[Course home page] [Lecture notes]
YALE UNIVERSITY
DEPARTMENT OF COMPUTER SCIENCE
CPSC 467a: Cryptography and Computer Security
Professor M. J. Fischer | September 22, 2005 |
Lecture Notes 7
1 Message authentication codes (MACs)
So far in the course, we have been discussing only a single
cryptographic application, namely, secret message transmission from
Alice to Bob over a a publicly-readable channel. Our goal has been to
maintain privacy in the face of an eavesdropper Eve.
Once we assume that Eve has the power to modify messages and generate
her own messages as well as eavesdrop, life becomes more difficult.
We usually call that kind of a malicious active adversary "Mallory"
(to distinguish him from Eve, who only eavesdrops).

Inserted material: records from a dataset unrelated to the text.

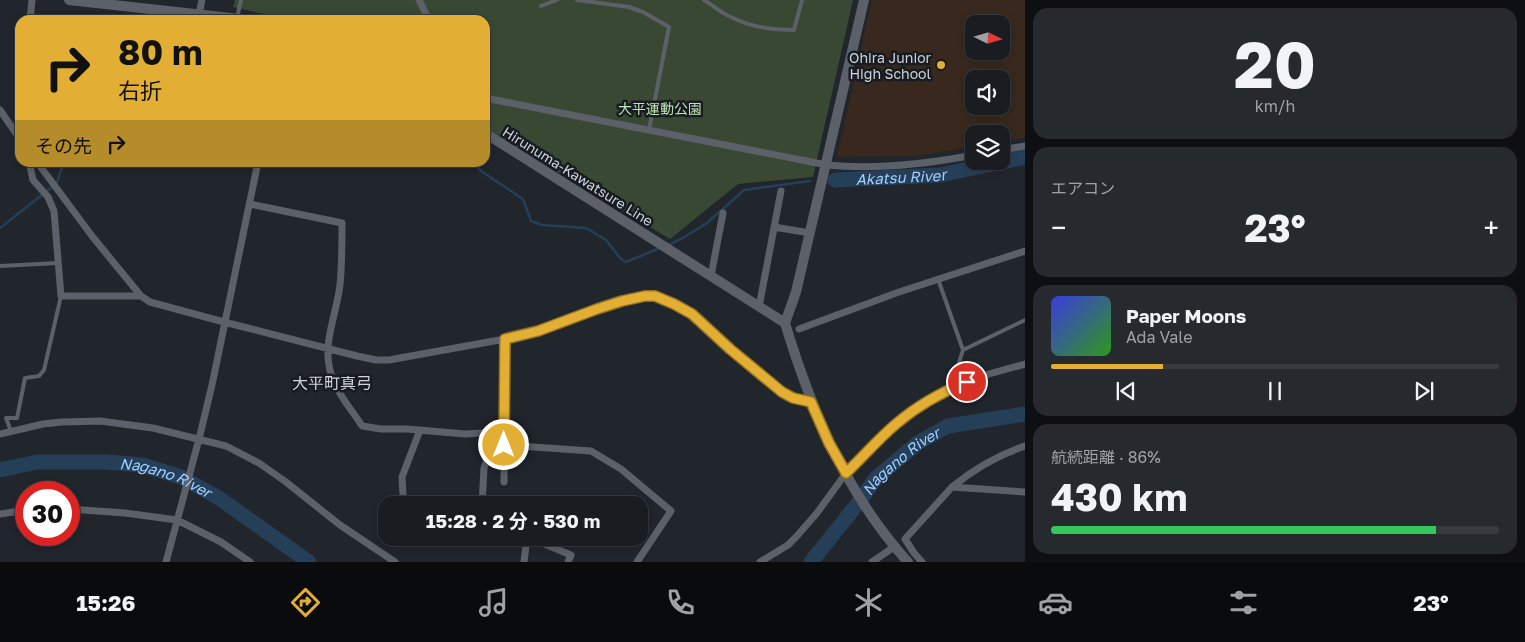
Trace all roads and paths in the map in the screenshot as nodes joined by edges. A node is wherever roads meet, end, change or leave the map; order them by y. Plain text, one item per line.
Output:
1 (32, 0) edge
2 (69, 0) edge
3 (202, 0) edge
4 (241, 0) edge
5 (419, 0) edge
6 (557, 0) edge
7 (578, 0) edge
8 (630, 0) edge
9 (704, 0) edge
10 (802, 0) edge
11 (864, 0) edge
12 (541, 6) dead end
13 (629, 7) junction
14 (199, 14) junction
15 (30, 15) edge
16 (208, 15) edge
17 (238, 15) edge
18 (426, 15) edge
19 (490, 99) edge
20 (0, 110) edge
21 (649, 130) junction
22 (15, 132) edge
23 (490, 136) edge
24 (1025, 146) edge
25 (1010, 148) edge
26 (965, 156) edge
27 (827, 165) junction
28 (30, 167) edge
29 (41, 167) edge
30 (257, 167) edge
31 (781, 191) dead end
32 (250, 204) junction
33 (723, 213) dead end
34 (774, 227) junction
35 (810, 233) junction
36 (1025, 251) edge
37 (58, 263) junction
38 (0, 266) edge
39 (711, 276) junction
40 (938, 279) junction
41 (61, 296) junction
42 (141, 296) junction
43 (759, 307) junction
44 (1025, 320) edge
45 (224, 322) junction
46 (784, 323) junction
47 (798, 329) dead end
48 (505, 339) junction
49 (327, 349) junction
50 (963, 350) junction
51 (1025, 364) edge
52 (951, 388) junction
53 (811, 402) junction
54 (420, 430) junction
55 (11, 431) junction
56 (0, 434) edge
57 (199, 439) junction
58 (504, 445) junction
59 (1025, 446) edge
60 (847, 475) junction
61 (504, 482) dead end
62 (952, 487) junction
63 (1025, 492) edge
64 (403, 495) dead end
65 (482, 496) edge
66 (80, 510) edge
67 (15, 512) edge
68 (0, 514) edge
69 (177, 520) junction
70 (892, 544) junction
71 (527, 546) edge
72 (548, 546) edge
73 (166, 562) edge
74 (250, 562) edge
75 (395, 562) edge
76 (524, 562) edge
77 (568, 562) edge
78 (637, 562) edge
79 (760, 562) edge
80 (872, 562) edge
81 (908, 562) edge
82 (922, 562) edge

1 - 15 street
2 - 14 main road
3 - 14 street
4 - 17 lane
5 - 18 street
6 - 12 lane
7 - 13 lane
8 - 13 lane
9 - 10 lane
11 - 27 main road
13 - 21 lane
14 - 16 main road
19 - 21 street
20 - 22 street
21 - 27 street
23 - 39 main road, Hirunuma-Kawatsure Line
24 - 25 street
26 - 27 street
27 - 35 main road
28 - 37 street
29 - 42 street
30 - 32 street
31 - 34 street
32 - 45 street
32 - 49 street
33 - 39 street
34 - 35 street
34 - 43 street
35 - 46 main road
36 - 40 street
37 - 38 lane
37 - 41 street
39 - 43 main road
40 - 47 street
40 - 50 lane
41 - 42 street
41 - 55 lane
42 - 45 street
43 - 46 main road
44 - 50 lane
45 - 49 street
45 - 57 street
46 - 53 main road
48 - 49 street
48 - 53 street
48 - 58 street
49 - 54 street
50 - 52 lane
51 - 52 street
52 - 60 street
53 - 60 main road
54 - 58 street
54 - 64 street
55 - 56 street
55 - 57 street
57 - 69 street
57 - 75 street
58 - 61 street
58 - 65 street
58 - 78 street
59 - 62 street
60 - 70 main road
60 - 79 street
62 - 63 street
62 - 82 street
66 - 69 street
67 - 68 street
69 - 73 street
69 - 74 street
70 - 80 street
70 - 81 main road
71 - 76 street
72 - 77 street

1.1 Attacks by malicious active adversaries
Encryption alone no longer solves Alice and Bob's problem. Alice
sends c=Ek(m), but Bob may receive a corrupted or forged c′ ≠ c. How then does Bob know that the message he receives really was
sent by Alice?
The naive answer is that Bob computes m′ = Dk(c′), and if m′
"looks like" a valid message, then Bob accepts it as having come
from Alice. The reasoning here is that Mallory, not knowing k, could
not possibly have produced a valid-looking message.
For any particular cipher such as DES, that assumption may or may not
be valid, but here are two things to watch out for:
- There are three successively easier possible attacks in which Mallory
might produce fraudulent messages:
-
He might produce c′ = Ek(m′) for a message
m′ of his choosing.
-
He might produce a message c′ for which the
corresponding plaintext m′ is a valid message, even though
he could not choose m′ in advance, nor perhaps he does not
even know what m′ is.
-
He might be able to alter a legitimate
message c from Alice to produce a new message c′ that
corresponds to an altered form m′ of the true message m.
For example, if m represents an amount of money, it is
conceivable that Mallory could find the encryption of m+1
given the encryption of m, without knowing either m or
m+1.
Attack (1a) is similar to, but not the same as, the notion
of breaking the cryptosystem that we have been studying. We have been
asking that it be hard for Eve to compute m = Dk(c) knowing c but
not k. To carry out attack (1a) requires that Mallory
compute Ek(m) knowing m but not k. It's conceivable that he
could do the latter without being able to do the former.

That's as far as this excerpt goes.